Durante este mes de agosto que ahora vence, el legado del poeta Miguel Hernández ha dejado Alcoy, su residencia de los últimos años, para trasladarse a Jaén, una ciudad que debe agradecerle al oriolano un poema, ese que cantó el valenciano Paco Ibáñez: «Andaluces de Jaén,/ aceituneros altivos,/ decidme en el alma, ¿quién,/ quién levantó los olivos?»
Gracias a mis mayores, empecé a conocer la poesía en lengua castellana con versos del Marqués de Santillana («Moza tan fermosa/ non vi en la frontera,/ como una vaquera/ de la Finojosa»), Jorge Manrique «€cómo, a nuestro parescer,/ cualquiere tiempo pasado/ fue mejor»), Espronceda («Con diez cañones por banda,/ viento en popa a toda vela€») y similares.
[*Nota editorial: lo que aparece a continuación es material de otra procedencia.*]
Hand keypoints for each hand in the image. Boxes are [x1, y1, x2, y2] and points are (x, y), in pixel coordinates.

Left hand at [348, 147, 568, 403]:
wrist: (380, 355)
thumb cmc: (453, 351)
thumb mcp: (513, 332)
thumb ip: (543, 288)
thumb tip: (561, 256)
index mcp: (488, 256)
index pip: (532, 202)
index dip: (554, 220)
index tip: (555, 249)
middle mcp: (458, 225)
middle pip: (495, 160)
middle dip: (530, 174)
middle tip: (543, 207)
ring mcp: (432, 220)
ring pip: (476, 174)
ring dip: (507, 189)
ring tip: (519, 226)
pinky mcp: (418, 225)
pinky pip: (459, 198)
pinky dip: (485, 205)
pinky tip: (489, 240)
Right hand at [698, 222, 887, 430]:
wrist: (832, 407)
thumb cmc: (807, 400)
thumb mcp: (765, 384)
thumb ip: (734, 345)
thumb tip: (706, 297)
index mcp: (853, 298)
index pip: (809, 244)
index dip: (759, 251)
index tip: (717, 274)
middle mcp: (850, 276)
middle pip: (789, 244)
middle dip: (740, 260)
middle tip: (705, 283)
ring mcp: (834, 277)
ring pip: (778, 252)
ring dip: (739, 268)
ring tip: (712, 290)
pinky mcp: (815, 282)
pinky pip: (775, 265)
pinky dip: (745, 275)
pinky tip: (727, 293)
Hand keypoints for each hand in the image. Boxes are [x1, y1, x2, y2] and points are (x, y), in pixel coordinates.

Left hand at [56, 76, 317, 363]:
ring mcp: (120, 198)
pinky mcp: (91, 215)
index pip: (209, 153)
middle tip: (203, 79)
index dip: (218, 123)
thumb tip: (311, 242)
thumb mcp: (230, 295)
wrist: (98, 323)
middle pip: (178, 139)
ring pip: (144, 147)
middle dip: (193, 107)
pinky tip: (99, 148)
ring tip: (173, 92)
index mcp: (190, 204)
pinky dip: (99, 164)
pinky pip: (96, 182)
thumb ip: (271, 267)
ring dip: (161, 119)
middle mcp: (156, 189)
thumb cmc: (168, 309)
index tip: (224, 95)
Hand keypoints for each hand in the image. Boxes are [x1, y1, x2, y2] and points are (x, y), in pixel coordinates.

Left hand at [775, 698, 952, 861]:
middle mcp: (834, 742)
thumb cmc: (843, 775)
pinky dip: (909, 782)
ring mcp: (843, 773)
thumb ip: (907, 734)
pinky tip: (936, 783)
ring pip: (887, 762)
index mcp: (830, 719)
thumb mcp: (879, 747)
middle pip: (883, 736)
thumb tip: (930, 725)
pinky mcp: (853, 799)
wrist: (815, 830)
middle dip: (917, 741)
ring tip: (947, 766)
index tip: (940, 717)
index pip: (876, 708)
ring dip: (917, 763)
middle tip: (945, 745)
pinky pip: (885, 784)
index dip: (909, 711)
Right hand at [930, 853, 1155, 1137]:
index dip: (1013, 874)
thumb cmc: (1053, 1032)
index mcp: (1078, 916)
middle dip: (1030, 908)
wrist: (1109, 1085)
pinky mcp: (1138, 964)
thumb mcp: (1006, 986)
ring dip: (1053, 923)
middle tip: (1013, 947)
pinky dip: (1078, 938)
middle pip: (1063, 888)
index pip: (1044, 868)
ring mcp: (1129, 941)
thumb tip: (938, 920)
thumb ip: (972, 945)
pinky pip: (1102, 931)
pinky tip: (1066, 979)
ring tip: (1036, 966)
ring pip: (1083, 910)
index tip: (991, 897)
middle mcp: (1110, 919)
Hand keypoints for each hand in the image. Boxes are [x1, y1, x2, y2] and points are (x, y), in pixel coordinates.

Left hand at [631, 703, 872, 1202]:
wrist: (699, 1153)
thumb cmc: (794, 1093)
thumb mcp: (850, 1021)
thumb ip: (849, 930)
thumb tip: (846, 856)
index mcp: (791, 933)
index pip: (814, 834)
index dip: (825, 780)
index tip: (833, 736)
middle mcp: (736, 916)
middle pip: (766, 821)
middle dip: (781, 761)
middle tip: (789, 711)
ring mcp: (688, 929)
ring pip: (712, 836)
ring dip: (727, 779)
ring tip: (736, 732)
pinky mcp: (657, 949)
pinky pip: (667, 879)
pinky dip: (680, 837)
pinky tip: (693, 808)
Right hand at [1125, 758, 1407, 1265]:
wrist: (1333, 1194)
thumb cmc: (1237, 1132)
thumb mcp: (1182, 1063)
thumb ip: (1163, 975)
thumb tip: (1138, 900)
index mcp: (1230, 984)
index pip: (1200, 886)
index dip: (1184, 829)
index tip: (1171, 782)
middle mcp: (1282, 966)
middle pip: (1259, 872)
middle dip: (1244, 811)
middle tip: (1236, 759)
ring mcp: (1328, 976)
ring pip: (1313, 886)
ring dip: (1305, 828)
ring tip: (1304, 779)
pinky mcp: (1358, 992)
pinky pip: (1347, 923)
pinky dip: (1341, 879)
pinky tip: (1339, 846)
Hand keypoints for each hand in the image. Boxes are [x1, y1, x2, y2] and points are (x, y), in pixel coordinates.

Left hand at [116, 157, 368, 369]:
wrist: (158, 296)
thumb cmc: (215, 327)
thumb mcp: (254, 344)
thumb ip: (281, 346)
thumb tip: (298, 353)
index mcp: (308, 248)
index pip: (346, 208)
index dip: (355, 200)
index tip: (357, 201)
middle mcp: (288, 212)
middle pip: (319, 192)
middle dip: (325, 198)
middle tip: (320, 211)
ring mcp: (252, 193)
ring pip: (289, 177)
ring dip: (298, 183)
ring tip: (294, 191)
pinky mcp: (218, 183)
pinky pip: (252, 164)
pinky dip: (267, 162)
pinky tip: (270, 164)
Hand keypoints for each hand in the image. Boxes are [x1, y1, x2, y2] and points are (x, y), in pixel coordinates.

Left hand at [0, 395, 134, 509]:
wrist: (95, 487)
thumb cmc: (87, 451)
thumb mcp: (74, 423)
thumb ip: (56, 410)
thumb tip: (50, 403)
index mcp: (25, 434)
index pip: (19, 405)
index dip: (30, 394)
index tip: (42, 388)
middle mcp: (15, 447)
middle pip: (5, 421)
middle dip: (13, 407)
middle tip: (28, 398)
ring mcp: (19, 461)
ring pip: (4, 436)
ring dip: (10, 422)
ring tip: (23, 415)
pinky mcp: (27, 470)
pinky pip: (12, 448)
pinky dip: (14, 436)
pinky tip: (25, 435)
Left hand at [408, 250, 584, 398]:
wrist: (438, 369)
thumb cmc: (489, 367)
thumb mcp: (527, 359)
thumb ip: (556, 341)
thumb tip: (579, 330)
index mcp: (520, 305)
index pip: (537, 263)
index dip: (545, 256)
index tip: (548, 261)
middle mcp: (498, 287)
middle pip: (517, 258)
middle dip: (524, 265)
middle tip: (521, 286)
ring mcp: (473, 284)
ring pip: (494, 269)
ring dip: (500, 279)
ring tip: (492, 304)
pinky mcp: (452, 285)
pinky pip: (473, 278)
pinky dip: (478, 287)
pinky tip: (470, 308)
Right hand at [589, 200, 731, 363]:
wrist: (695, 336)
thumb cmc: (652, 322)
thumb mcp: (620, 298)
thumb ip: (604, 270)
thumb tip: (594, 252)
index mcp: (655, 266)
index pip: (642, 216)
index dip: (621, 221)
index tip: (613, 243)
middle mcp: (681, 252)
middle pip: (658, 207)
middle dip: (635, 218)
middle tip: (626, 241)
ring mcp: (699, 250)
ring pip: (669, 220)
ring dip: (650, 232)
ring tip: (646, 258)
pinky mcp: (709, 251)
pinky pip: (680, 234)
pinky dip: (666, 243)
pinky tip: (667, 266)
Pero uno crece y termina por elegir a sus poetas. Mis primeras elecciones correspondieron a Antonio Machado y García Lorca, pero no tardó en llegar, junto con Neruda, el que ocuparía un lugar de honor en mi personal parnaso. Un privilegio que sigue ostentando hasta ahora, pues estos días de canícula me ha vuelto a acompañar con Viento del Pueblo y El rayo que no cesa.
También he estado leyendo Poemas de madrugada, de los que es autora mi convecina Pilar Sanjuán, a quien también le atrae el alicantino; tanto es así que le dedica sus últimos versos y, así, el libro se cierra con la siguiente estrofa: «Déjame amarte, que me pierda en tus poemas./ Que grite al aire la impotencia de muerte injusta/ que no encuentro otra manera de tenerte/ que volviendo a tu huerto y a tu higuera/ Compañero Miguel, compañero del alma».
En cuanto a preferencias sigo estando prendado del soneto cuya primera estrofa dice: «Te me mueres de casta y de sencilla:/ estoy convicto, amor, estoy confeso/ de que, raptor intrépido de un beso,/ yo te libé la flor de la mejilla». Josefina fue la mujer que enamoró a Miguel; casta y sencilla, el rubor debió embargarle cada vez que el poeta le besaba.
Su legado, en Alcoy o en Jaén, estará bien cuidado, porque su obra está por encima de límites comarcales o provinciales para ser el eslabón que nos une a Garcilaso, Góngora, Lope, Quevedo.